Now, we are getting somewhere. The voices in the Senate which repeat and repeat that effective health care insurance reform is “not on the table” have their own history. Please don’t be caught presuming that most of them are honorable, well intentioned elected public servants. They aren’t. They have every intention of ushering another decade of their parasitic masters’ uncontrollable avarice, a savage, unchecked greed that will drain your check books, leave you with expensive insurance policies which won’t cover whatever kills you and just steams on ahead, endlessly and relentlessly converting your misery into corporate profits.

Part Four: Solutions: Since We’re Creeping, How About Creeping Here?

Patient MeanMesa visitor! Even after all this negativity (“Not my fault! They did it!"), there remains the traditional MeanMesa optimism to always try to include some sort of solution to the dreary problems we face. In keeping with that positive ambition, consider the following possible solution to, at least, some of the health care insurance problem.

Instead of the faltering, unending, neurotic placebos being bandied about by the Senate as they “divvy up” our health care money this way and that, always trying to conjure up some split which will divide all the trillions we spend into palatable chunks of “profit,” let’s dare to focus on dividing the care rather than the money for a moment. There may actually be a solution, so, here we go!

Start with a list of all the things that the insurers (allegedly) presently reimburse. The list would include all sorts of medical maladies from appendicitis to ingrown toe nails. Once the list was completed, and, by the way, the things on the list have to be medical expenses that our contemporary private insurance companies actually pay for -- not pretend things that they say they will pay for and then don’t -- divide the sicknesses.

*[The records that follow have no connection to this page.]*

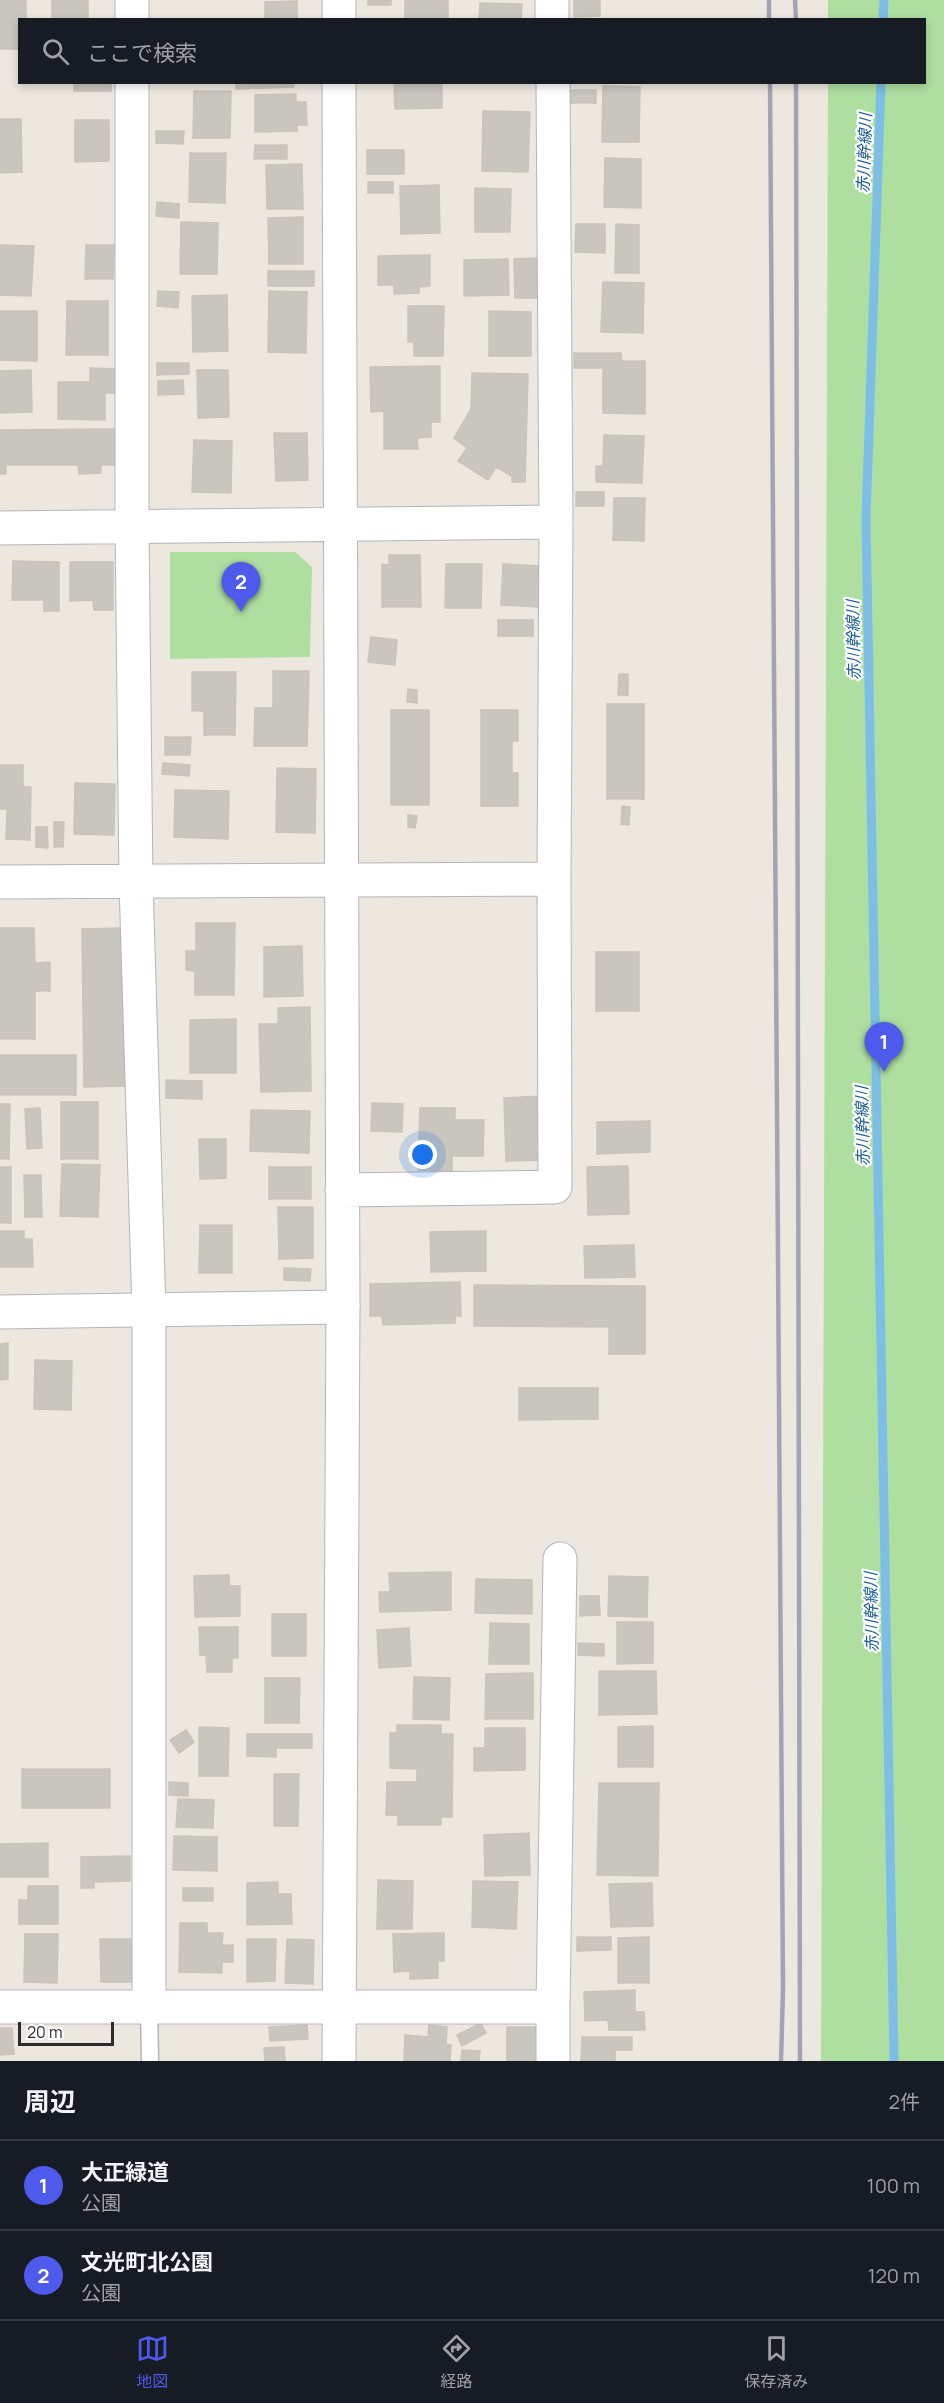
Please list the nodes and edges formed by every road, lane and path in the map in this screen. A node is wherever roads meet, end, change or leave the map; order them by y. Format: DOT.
graph roads {
  1 [pos="132,0"];
  2 [pos="339,0"];
  3 [pos="552,0"];
  4 [pos="132,18"];
  5 [pos="339,18"];
  6 [pos="552,18"];
  7 [pos="132,84"];
  8 [pos="339,84"];
  9 [pos="553,84"];
  10 [pos="556,522"];
  11 [pos="342,524"];
  12 [pos="0,528"];
  13 [pos="132,528"];
  14 [pos="554,879"];
  15 [pos="340,881"];
  16 [pos="0,882"];
  17 [pos="136,882"];
  18 [pos="342,1190"];
  19 [pos="343,1307"];
  20 [pos="149,1311"];
  21 [pos="0,1312"];
  22 [pos="560,1559"];
  23 [pos="149,2006"];
  24 [pos="0,2007"];
  25 [pos="553,2007"];
  26 [pos="338,2008"];
  27 [pos="150,2061"];
  28 [pos="339,2061"];
  29 [pos="554,2061"];
  1 -- 4 [label="street"];
  2 -- 5 [label="street"];
  3 -- 6 [label="street"];
  7 -- 13 [label="street"];
  8 -- 11 [label="street"];
  9 -- 10 [label="street"];
  10 -- 11 [label="street"];
  10 -- 14 [label="street"];
  11 -- 13 [label="street"];
  11 -- 15 [label="street"];
  12 -- 13 [label="street"];
  13 -- 17 [label="street"];
  14 -- 15 [label="street"];
  14 -- 18 [label="street"];
  15 -- 17 [label="street"];
  15 -- 18 [label="street"];
  16 -- 17 [label="street"];
  17 -- 20 [label="street"];
  18 -- 19 [label="street"];
  19 -- 20 [label="street"];
  19 -- 26 [label="street"];
  20 -- 21 [label="street"];
  20 -- 23 [label="street"];
  22 -- 25 [label="street"];
  23 -- 24 [label="street"];
  23 -- 26 [label="street"];
  23 -- 27 [label="lane"];
  25 -- 26 [label="street"];
  25 -- 29 [label="street"];
  26 -- 28 [label="street"];
}
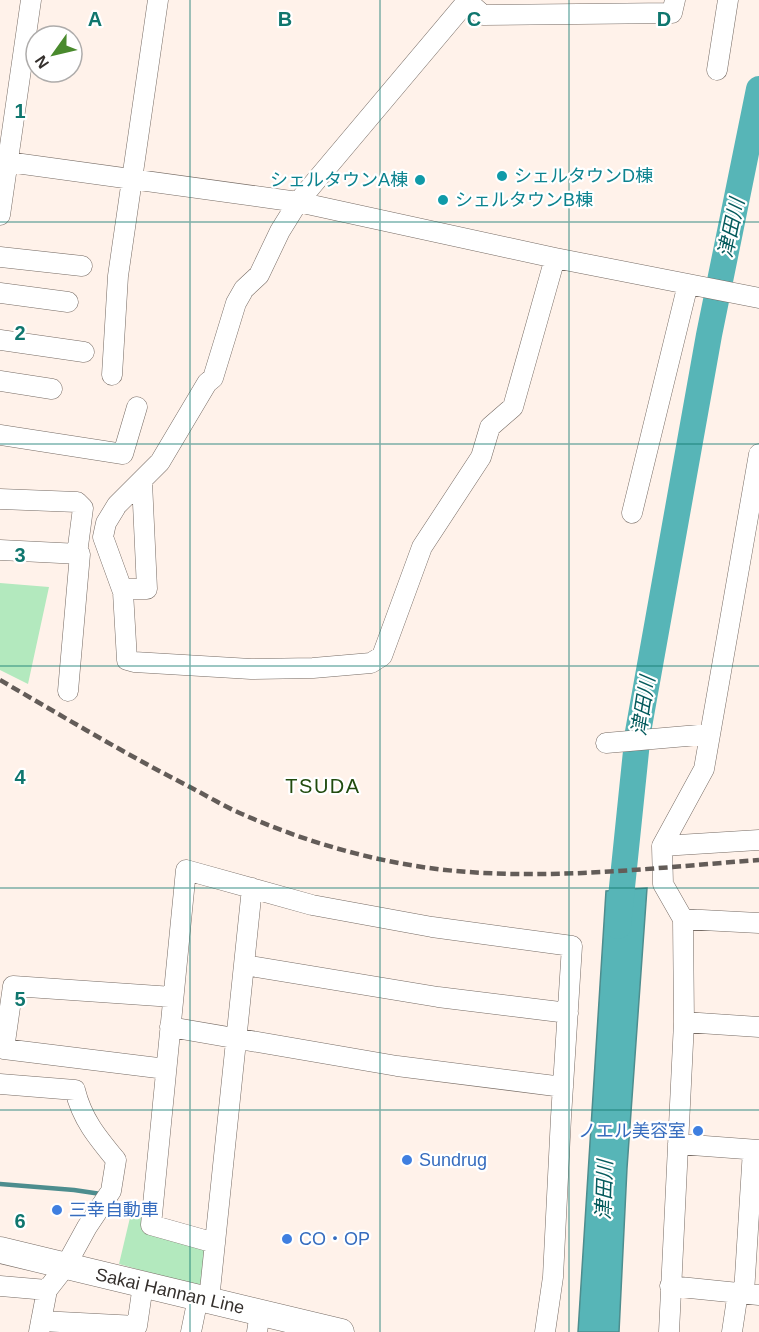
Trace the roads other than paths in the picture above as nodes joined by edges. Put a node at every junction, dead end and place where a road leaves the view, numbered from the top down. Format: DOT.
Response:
graph roads {
  1 [pos="31,0"];
  2 [pos="158,0"];
  3 [pos="675,0"];
  4 [pos="728,0"];
  5 [pos="468,1"];
  6 [pos="717,70"];
  7 [pos="4,162"];
  8 [pos="134,179"];
  9 [pos="298,202"];
  10 [pos="0,215"];
  11 [pos="0,257"];
  12 [pos="555,258"];
  13 [pos="82,266"];
  14 [pos="688,284"];
  15 [pos="0,293"];
  16 [pos="754,297"];
  17 [pos="68,302"];
  18 [pos="0,340"];
  19 [pos="84,352"];
  20 [pos="112,375"];
  21 [pos="0,381"];
  22 [pos="52,389"];
  23 [pos="137,408"];
  24 [pos="0,435"];
  25 [pos="759,454"];
  26 [pos="142,482"];
  27 [pos="0,499"];
  28 [pos="632,513"];
  29 [pos="0,549"];
  30 [pos="77,554"];
  31 [pos="122,589"];
  32 [pos="68,691"];
  33 [pos="710,734"];
  34 [pos="606,743"];
  35 [pos="759,840"];
  36 [pos="662,846"];
  37 [pos="252,888"];
  38 [pos="683,919"];
  39 [pos="759,923"];
  40 [pos="244,965"];
  41 [pos="173,997"];
  42 [pos="568,1013"];
  43 [pos="684,1022"];
  44 [pos="170,1027"];
  45 [pos="759,1028"];
  46 [pos="236,1040"];
  47 [pos="166,1069"];
  48 [pos="0,1084"];
  49 [pos="563,1087"];
  50 [pos="678,1144"];
  51 [pos="756,1150"];
  52 [pos="215,1243"];
  53 [pos="0,1250"];
  54 [pos="65,1267"];
  55 [pos="143,1285"];
  56 [pos="0,1286"];
  57 [pos="670,1286"];
  58 [pos="48,1290"];
  59 [pos="747,1293"];
  60 [pos="203,1299"];
  61 [pos="259,1322"];
  62 [pos="40,1326"];
  63 [pos="191,1332"];
  64 [pos="341,1332"];
  65 [pos="545,1332"];
  66 [pos="669,1332"];
  67 [pos="732,1332"];
  1 -- 7 [label="street"];
  2 -- 8 [label="street"];
  3 -- 5 [label="street"];
  4 -- 6 [label="street"];
  5 -- 9 [label="street"];
  7 -- 8 [label="street"];
  7 -- 10 [label="street"];
  8 -- 9 [label="street"];
  8 -- 20 [label="street"];
  9 -- 12 [label="street"];
  9 -- 26 [label="street"];
  11 -- 13 [label="street"];
  12 -- 14 [label="street"];
  12 -- 31 [label="street"];
  14 -- 16 [label="street"];
  14 -- 28 [label="street"];
  15 -- 17 [label="street"];
  18 -- 19 [label="street"];
  21 -- 22 [label="street"];
  23 -- 24 [label="street"];
  25 -- 33 [label="street"];
  26 -- 31 [label="street"];
  26 -- 31 [label="street"];
  27 -- 30 [label="street"];
  29 -- 30 [label="street"];
  30 -- 32 [label="street"];
  33 -- 34 [label="street"];
  33 -- 36 [label="street"];
  35 -- 36 [label="street"];
  36 -- 38 [label="street"];
  37 -- 40 [label="street"];
  37 -- 41 [label="street"];
  37 -- 42 [label="street"];
  38 -- 39 [label="street"];
  38 -- 43 [label="street"];
  40 -- 42 [label="street"];
  40 -- 46 [label="street"];
  41 -- 44 [label="street"];
  41 -- 47 [label="street"];
  42 -- 49 [label="street"];
  43 -- 45 [label="street"];
  43 -- 50 [label="street"];
  44 -- 46 [label="street"];
  44 -- 47 [label="street"];
  46 -- 49 [label="street"];
  46 -- 52 [label="street"];
  47 -- 52 [label="street"];
  48 -- 54 [label="street"];
  49 -- 65 [label="street"];
  50 -- 51 [label="street"];
  50 -- 57 [label="street"];
  51 -- 59 [label="street"];
  52 -- 60 [label="street"];
  53 -- 54 [label="main road, Sakai Hannan Line"];
  54 -- 55 [label="main road, Sakai Hannan Line"];
  54 -- 58 [label="street"];
  55 -- 60 [label="main road, Sakai Hannan Line"];
  55 -- 62 [label="street"];
  56 -- 58 [label="street"];
  57 -- 59 [label="street"];
  57 -- 66 [label="street"];
  58 -- 62 [label="street"];
  59 -- 67 [label="street"];
  60 -- 61 [label="main road, Sakai Hannan Line"];
  60 -- 63 [label="street"];
  61 -- 64 [label="main road, Sakai Hannan Line"];
}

On one side of the list will be the sicknesses that the new Single Payer/Public Option system will pay for, and on the other side will be the sicknesses that the private insurance companies agree to continue to cover. Let the government program “scoop up” the least profitable among all the medical problems Americans have. Reserve the remainder for the private insurance companies.

A vast amount of our current bills would be transferred to a “non-Vampire” public program, enjoying all the not-for-profit cost savings currently limited only to Medicare (although the VA has a few, too) Prices should drop immediately. Medicare spends around 6% of its total reimbursement on administration. Private insurance companies extract around 30% for their wretched, forest gobbling administration and, of course, their sacred profits.

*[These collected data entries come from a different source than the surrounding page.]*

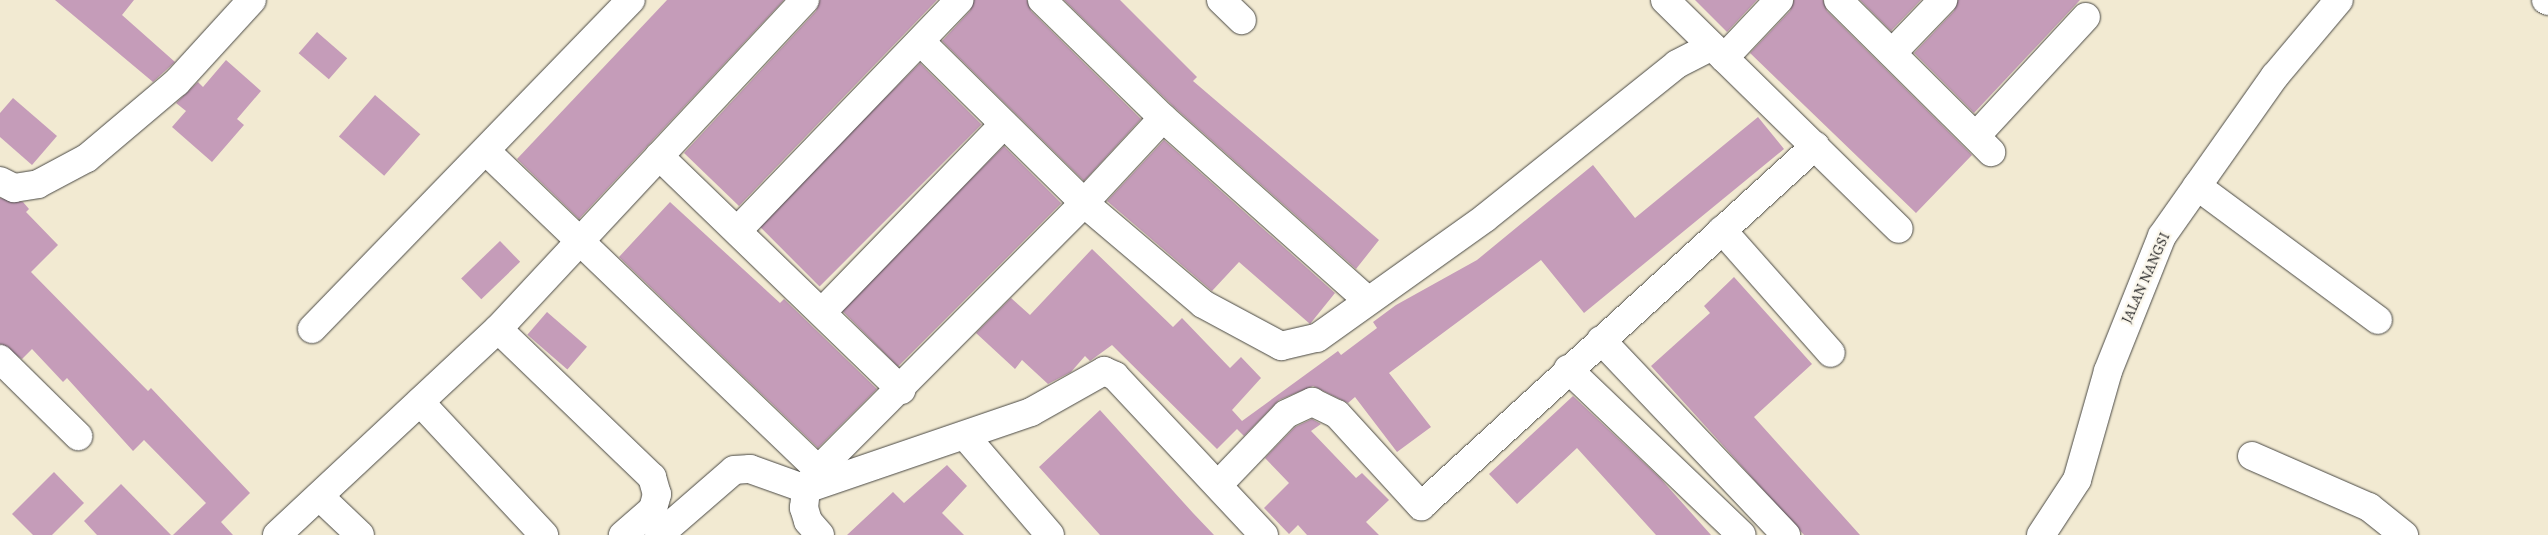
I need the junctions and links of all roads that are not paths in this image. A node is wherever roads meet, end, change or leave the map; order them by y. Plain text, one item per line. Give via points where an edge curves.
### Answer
1 (252, 0) edge
2 (631, 0) edge
3 (805, 0) edge
4 (959, 0) edge
5 (1042, 0) edge
6 (1221, 0) edge
7 (1665, 0) edge
8 (1779, 0) edge
9 (1838, 0) edge
10 (1944, 0) edge
11 (2339, 0) edge
12 (2086, 17) dead end
13 (1242, 20) dead end
14 (922, 43) junction
15 (1718, 52) junction
16 (1892, 53) junction
17 (1162, 118) junction
18 (1004, 124) junction
19 (1815, 146) junction
20 (488, 153) junction
21 (660, 156) junction
22 (0, 182) edge
23 (2197, 186) junction
24 (1084, 203) junction
25 (739, 229) junction
26 (1899, 229) dead end
27 (1722, 230) junction
28 (580, 242) junction
29 (1367, 300) junction
30 (823, 310) junction
31 (2378, 320) dead end
32 (312, 329) dead end
33 (498, 329) junction
34 (1831, 353) dead end
35 (1585, 355) junction
36 (0, 359) edge
37 (901, 390) junction
38 (420, 402) junction
39 (78, 436) dead end
40 (966, 437) junction
41 (2252, 456) dead end
42 (812, 480) junction
43 (1218, 485) junction
44 (320, 497) junction
45 (277, 535) edge
46 (360, 535) edge
47 (544, 535) edge
48 (623, 535) edge
49 (659, 535) edge
50 (820, 535) edge
51 (1050, 535) edge
52 (1264, 535) edge
53 (1742, 535) edge
54 (1786, 535) edge
55 (2041, 535) edge
56 (2404, 535) edge

1 - 22 street via 177,82 87,158 38,184 14,188
2 - 20 street
3 - 21 street
4 - 14 street
5 - 17 street
6 - 13 street
7 - 15 street
8 - 15 street
9 - 16 street
10 - 16 street
11 - 23 street, JALAN NANGSI via 2275,76
12 - 16 street via 1984,144
14 - 18 street
14 - 25 street
15 - 19 street
15 - 29 street via 1677,64 1484,218
17 - 24 street
17 - 29 street
18 - 24 street
18 - 30 street
19 - 26 street
19 - 27 street
20 - 28 street
20 - 32 street
21 - 25 street
21 - 28 street
23 - 31 street
23 - 55 street, JALAN NANGSI via 2162,236 2108,372 2078,480
24 - 29 street via 1203,304 1281,346 1317,338
24 - 37 street
25 - 30 street
27 - 34 street
27 - 35 street
28 - 33 street
28 - 42 street
30 - 37 street
33 - 38 street
33 - 48 street via 652,477 657,494 653,509
35 - 43 street via 1421,506 1337,414 1312,402 1286,414
35 - 53 street
35 - 54 street
36 - 39 street
37 - 42 street
38 - 44 street
38 - 47 street
40 - 42 street
40 - 43 street via 1031,412 1104,371 1115,376
40 - 51 street
41 - 56 street via 2369,507
42 - 49 street via 750,469 734,470
42 - 50 street via 808,521
43 - 52 street
44 - 45 street
44 - 46 street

After the Great Divide has been accomplished, we can still continue to move toward a rational health care insurance plan, administered by our government (note the word “our”) and paid for by tax money. However, instead of scrapping with these “greed monkeys” for every nut and bolt, we can commence to debate about the list! We can avoid all their crooked little “crumb” schemes and negotiate the transfer of more and more illnesses from their list to ours (note the word “ours”)!

As the matter became more and more of a question of who will cover what, the purchase price of a friendly Senator would get lower and lower, maybe even disappearing entirely with federally funded campaigns. Monumental insults such as Senator Frist would become a thing of the past.

Best of all, the “split ticket” approach might mollify the Senators we have right now long enough to a.) get the health care reform started in a big way, and b.) set the stage for finally getting rid of all these crooks who have already long ago sold their souls.

Good riddance, and GOOD HEALTH!

Last election, we spoke to the Republicans. In the next election, we must speak to the incumbents. We will be amazed when we see some of our taxes begin producing improvements in our lives.